Surely it's winder by name, and........ :wink:

Morning. 

Dougie.


----------



## Scotjimland (May 23, 2005)

jwinder said:


> in my original thread i said 38 amp (max) sorry what i should have said was 38 watts (max).


Hi 
OK, that changes it a little, divide the watts by the voltage to get the amps 
that gives 3.16 amps 
We now have almost 18 hrs of corrie to suffer .. :lol: :lol:


----------



## sergeant (Jun 7, 2006)

Hi Frank, My apologies for not realising what you were trying to achieve. In that case do not connect your batteries together but just run a second cable from your existing split charge relay to that battery. No need for extra relays, Steve


----------



## DABurleigh (May 9, 2005)

Unless I misunderstand, that would connect the two leisure batteries with the engine off?


----------



## sergeant (Jun 7, 2006)

Hi Dave, Sorry obviously not making it clear. Provides two seperate leisure batteries, one for just the tv & the other for normal habitation purposes but both will be charged via the split charging system, Steve


----------



## DABurleigh (May 9, 2005)

It's been a long week. Still don't get it, Steve :-(

If Frank has a simple single relay, as in:
http://www.kampenwagen.co.uk/split charge relay.htm
then connecting a second leisure battery to pin 87 merely connects the two leisure batteries together. If one adds diodes to isolate, then the voltage drop means they aren't charged very well. We must be talking at cross purposes.

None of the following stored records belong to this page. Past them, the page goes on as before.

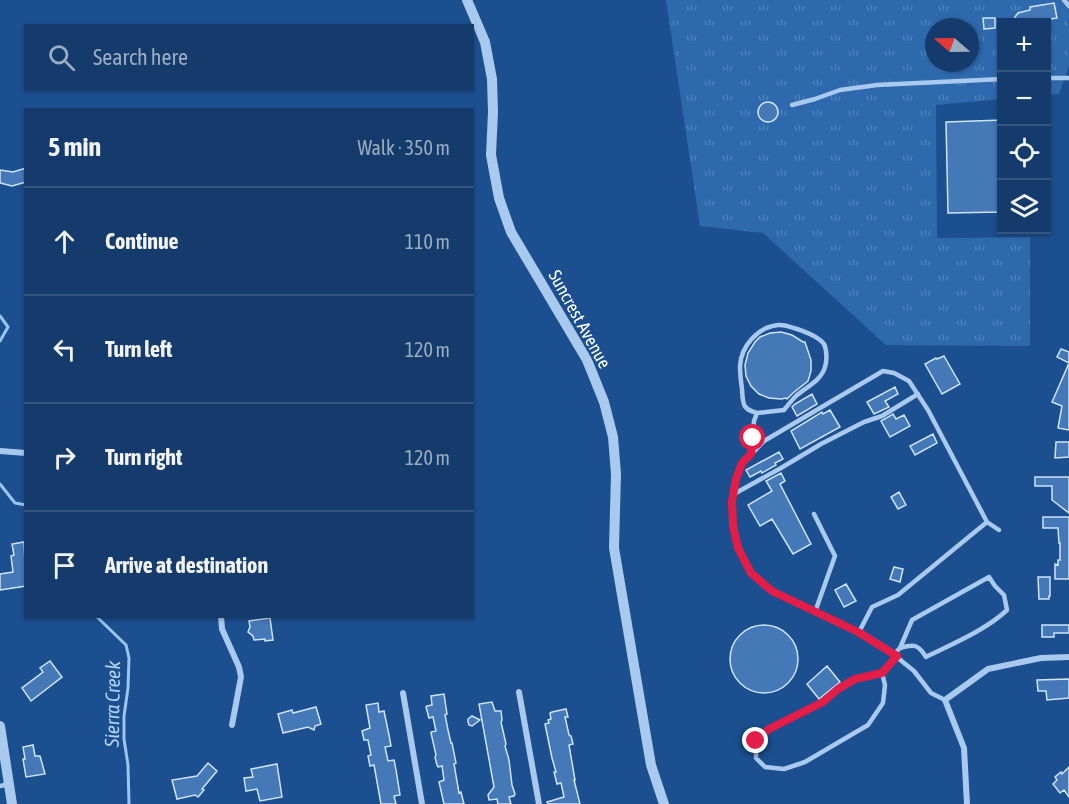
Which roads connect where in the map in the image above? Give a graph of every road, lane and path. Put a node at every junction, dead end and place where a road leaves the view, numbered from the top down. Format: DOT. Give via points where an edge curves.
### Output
graph roads {
  1 [pos="467,0"];
  2 [pos="1064,0"];
  3 [pos="1069,6"];
  4 [pos="1051,78"];
  5 [pos="1069,78"];
  6 [pos="997,79"];
  7 [pos="792,105"];
  8 [pos="918,394"];
  9 [pos="757,413"];
  10 [pos="0,451"];
  11 [pos="24,453"];
  12 [pos="751,454"];
  13 [pos="733,495"];
  14 [pos="814,514"];
  15 [pos="987,522"];
  16 [pos="999,530"];
  17 [pos="815,612"];
  18 [pos="220,618"];
  19 [pos="858,632"];
  20 [pos="900,648"];
  21 [pos="895,655"];
  22 [pos="1069,657"];
  23 [pos="882,673"];
  24 [pos="519,692"];
  25 [pos="403,693"];
  26 [pos="945,700"];
  27 [pos="232,725"];
  28 [pos="0,726"];
  29 [pos="4,785"];
  30 [pos="12,804"];
  31 [pos="422,804"];
  32 [pos="539,804"];
  33 [pos="664,804"];
  34 [pos="967,804"];
  1 -- 33 [label="street, Suncrest Avenue" via="485,42 492,79 491,154 499,198 511,232 587,360 613,437 614,548 651,765"];
  2 -- 3 [label="lane"];
  4 -- 5 [label="lane"];
  6 -- 7 [label="lane" via="877,85 840,90"];
  8 -- 12 [label="lane" via="909,381 883,371 764,441"];
  8 -- 13 [label="lane" via="882,416 820,444"];
  8 -- 15 [label="lane"];
  9 -- 9 [label="lane" via="784,410 820,378 825,368 824,345 789,326 778,325 753,336 740,364 743,402 749,411"];
  9 -- 12 [label="lane"];
  10 -- 11 [label="street"];
  12 -- 13 [label="lane" via="742,463"];
  13 -- 17 [label="lane" via="738,548 751,573 772,591"];
  14 -- 17 [label="lane" via="835,556"];
  15 -- 16 [label="lane"];
  15 -- 19 [label="lane" via="898,595 872,607"];
  17 -- 19 [label="lane"];
  18 -- 27 [label="street" via="241,677"];
  19 -- 21 [label="lane"];
  20 -- 20 [label="lane" via="912,620 989,577 1004,595 1007,610 956,642 926,657 921,648 911,644"];
  20 -- 21 [label="lane"];
  21 -- 23 [label="lane"];
  21 -- 26 [label="lane" via="931,693"];
  22 -- 26 [label="street" via="1041,658 988,669"];
  23 -- 23 [label="lane" via="855,679 823,702 769,729 756,741 756,758 765,767 784,769 805,762 868,725 883,703"];
  24 -- 32 [label="street"];
  25 -- 31 [label="street"];
  26 -- 34 [label="street" via="964,748"];
  28 -- 29 [label="street"];
  29 -- 30 [label="street"];
}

I think Frank wants fit-and-forget charging of all batteries, but with all 3 batteries isolated when engine off. I can't see how to do that with a single relay and no diodes (themselves undesirable).

Dave


----------



## eddievanbitz (May 1, 2005)

I am also confused! If a single relay is used, how will you get seperation?

I agree that the engine and leisure batteries will be in parallel when the engine is runing, but if you connect the new 2nd battery to the existing relay the two leisure batteries will be in parallel when the engine is switched off.

You would either need to split the supply with Diodes which as Dave said is undesirable due the the voltage drop across them or, better get a relay that has two poles, so the coil is energised in the normal way, the supply from the engine battery is common, but the "load" side of the contacts are seperated.

Allthough personally I would suggest hooking the batteries up in parallel and use the additional power all of the time. Power is like money, you can only spend it once

Cheers

Eddie


----------